WHAT IS REQUIRED :: Report the count of lines in the records below that hold the word "dead", omitting everything but the number.

DATA FOR THIS TASK ::
=== Begin Enclosure ===

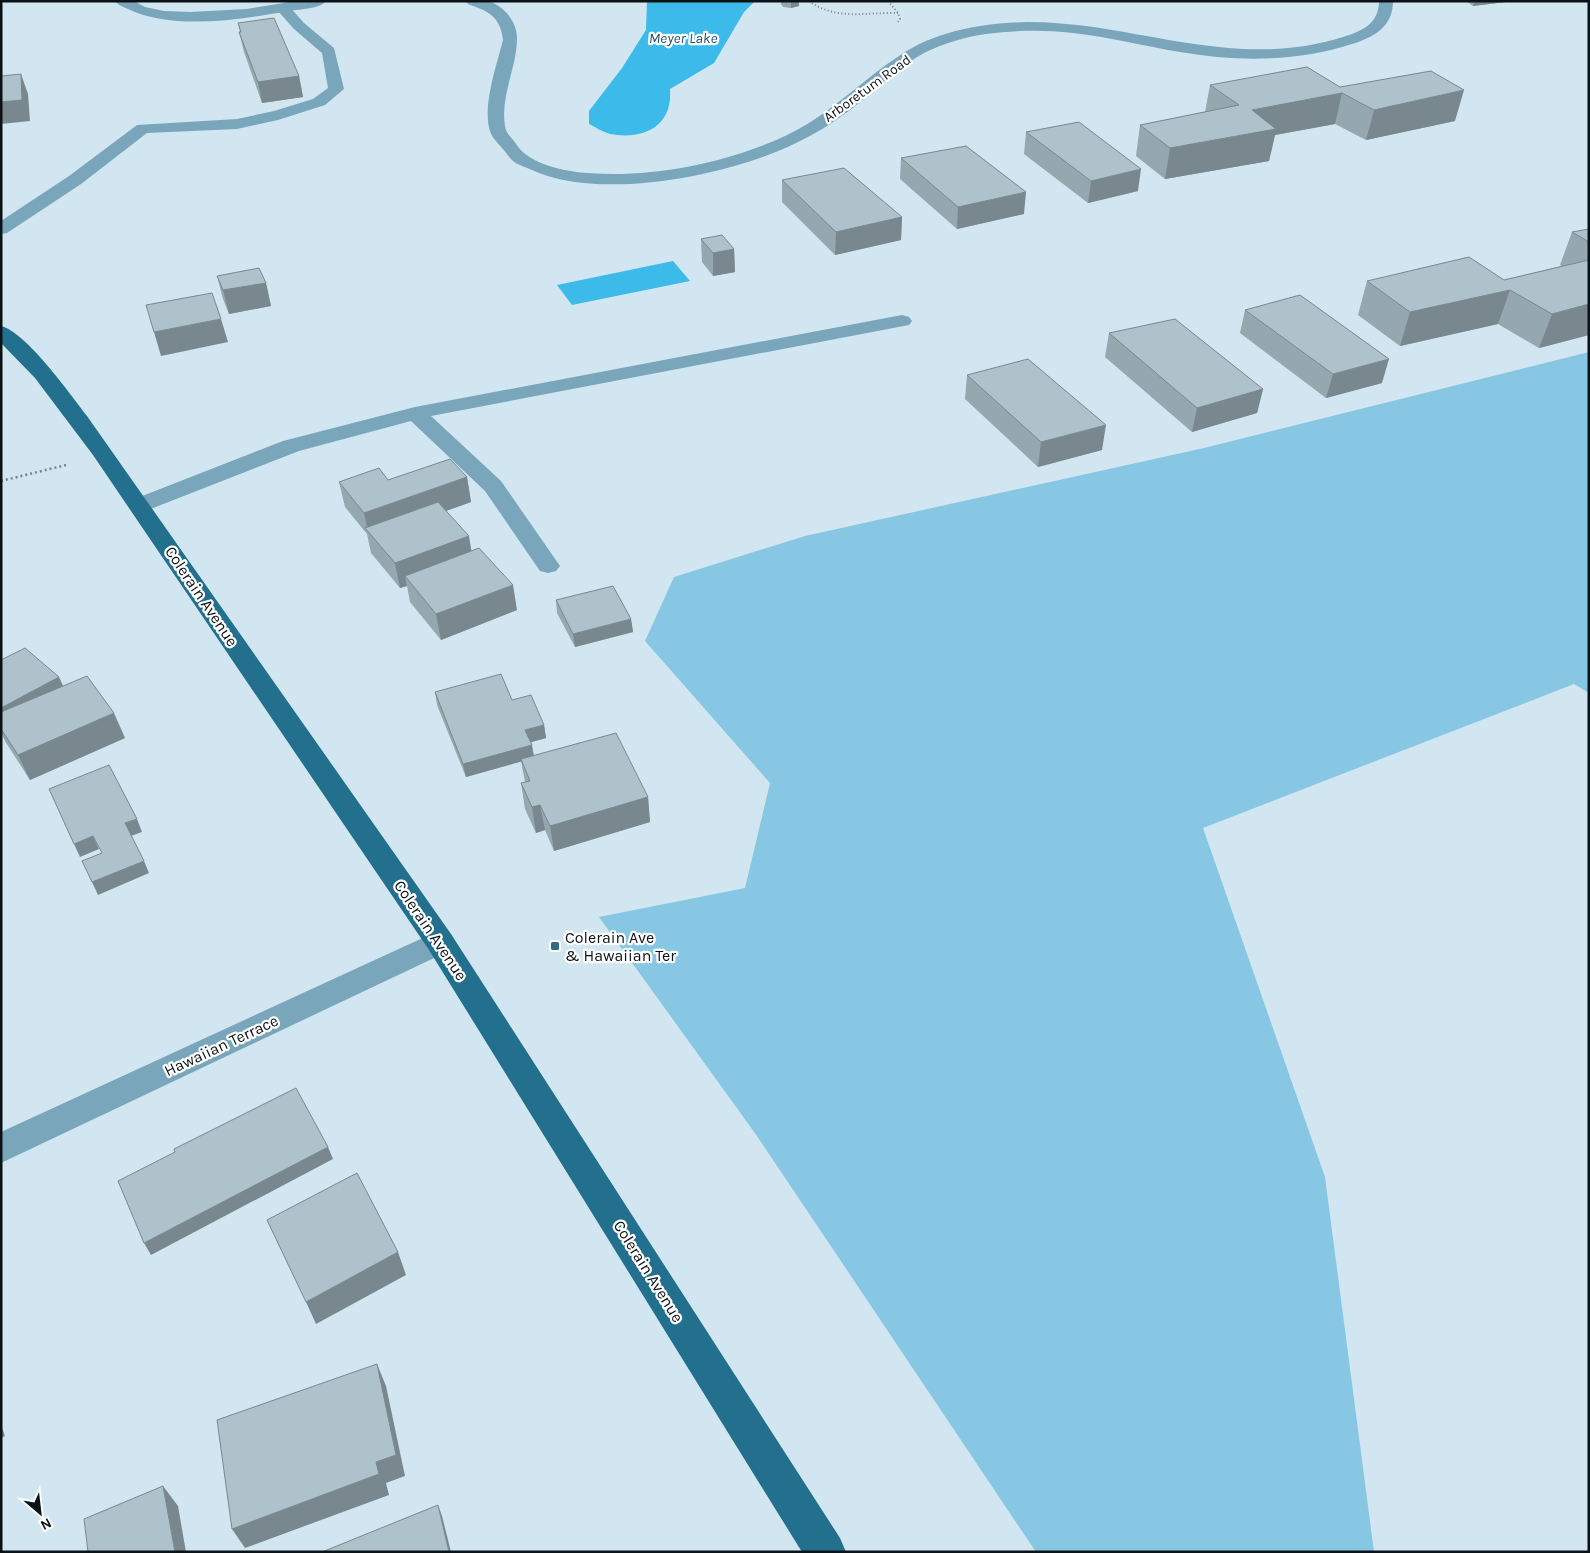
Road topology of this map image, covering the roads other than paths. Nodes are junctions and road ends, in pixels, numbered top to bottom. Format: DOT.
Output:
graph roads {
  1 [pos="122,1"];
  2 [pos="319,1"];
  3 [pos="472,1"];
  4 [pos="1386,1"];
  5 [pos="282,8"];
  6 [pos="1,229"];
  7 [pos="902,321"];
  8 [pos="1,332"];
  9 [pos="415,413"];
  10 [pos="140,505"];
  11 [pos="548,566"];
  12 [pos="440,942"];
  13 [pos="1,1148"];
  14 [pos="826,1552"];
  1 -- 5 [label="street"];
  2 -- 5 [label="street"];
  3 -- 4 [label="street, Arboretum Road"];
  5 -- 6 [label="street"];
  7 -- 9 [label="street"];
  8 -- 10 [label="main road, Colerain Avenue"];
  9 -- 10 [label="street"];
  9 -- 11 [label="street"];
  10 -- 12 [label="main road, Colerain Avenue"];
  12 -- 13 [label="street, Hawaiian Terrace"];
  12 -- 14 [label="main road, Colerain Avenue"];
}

=== End Enclosure ===
=== Begin Enclosure ===

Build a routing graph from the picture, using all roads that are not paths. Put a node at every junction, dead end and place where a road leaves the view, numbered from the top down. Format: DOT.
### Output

=== End Enclosure ===
=== Begin Enclosure ===

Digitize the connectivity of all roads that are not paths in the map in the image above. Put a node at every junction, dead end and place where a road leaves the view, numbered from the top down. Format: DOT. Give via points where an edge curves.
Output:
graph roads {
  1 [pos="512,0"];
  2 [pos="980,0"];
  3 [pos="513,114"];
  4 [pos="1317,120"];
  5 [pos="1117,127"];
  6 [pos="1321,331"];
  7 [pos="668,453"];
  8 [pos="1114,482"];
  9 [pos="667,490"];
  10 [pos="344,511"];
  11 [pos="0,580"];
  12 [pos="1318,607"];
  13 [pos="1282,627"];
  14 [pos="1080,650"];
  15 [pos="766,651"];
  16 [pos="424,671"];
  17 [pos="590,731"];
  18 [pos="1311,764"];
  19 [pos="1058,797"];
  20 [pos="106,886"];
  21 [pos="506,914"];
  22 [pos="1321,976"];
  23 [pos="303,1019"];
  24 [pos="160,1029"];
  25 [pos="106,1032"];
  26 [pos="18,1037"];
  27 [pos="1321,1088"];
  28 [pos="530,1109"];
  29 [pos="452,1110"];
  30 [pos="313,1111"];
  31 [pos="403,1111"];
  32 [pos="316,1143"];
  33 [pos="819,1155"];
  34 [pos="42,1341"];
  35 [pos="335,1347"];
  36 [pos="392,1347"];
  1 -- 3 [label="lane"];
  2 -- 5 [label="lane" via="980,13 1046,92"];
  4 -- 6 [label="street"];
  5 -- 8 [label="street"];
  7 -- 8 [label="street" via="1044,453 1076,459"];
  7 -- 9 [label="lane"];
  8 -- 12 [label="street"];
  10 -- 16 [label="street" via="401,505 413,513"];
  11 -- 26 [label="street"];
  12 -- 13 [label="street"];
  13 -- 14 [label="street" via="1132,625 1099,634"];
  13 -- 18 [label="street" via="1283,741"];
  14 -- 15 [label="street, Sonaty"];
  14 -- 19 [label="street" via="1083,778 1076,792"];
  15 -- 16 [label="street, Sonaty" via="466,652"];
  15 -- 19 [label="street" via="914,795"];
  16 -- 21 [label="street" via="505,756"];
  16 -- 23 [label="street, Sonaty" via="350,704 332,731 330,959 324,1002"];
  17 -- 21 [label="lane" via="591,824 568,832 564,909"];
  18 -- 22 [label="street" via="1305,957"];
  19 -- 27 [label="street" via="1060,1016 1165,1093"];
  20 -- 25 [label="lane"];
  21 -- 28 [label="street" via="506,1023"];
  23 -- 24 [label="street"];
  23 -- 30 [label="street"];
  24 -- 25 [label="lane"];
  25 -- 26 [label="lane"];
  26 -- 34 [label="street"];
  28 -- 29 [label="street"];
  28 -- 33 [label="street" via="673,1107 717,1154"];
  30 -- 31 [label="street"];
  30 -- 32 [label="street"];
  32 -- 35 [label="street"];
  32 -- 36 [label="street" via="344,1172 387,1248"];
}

=== End Enclosure ===

WRITTEN ANSWER :: 2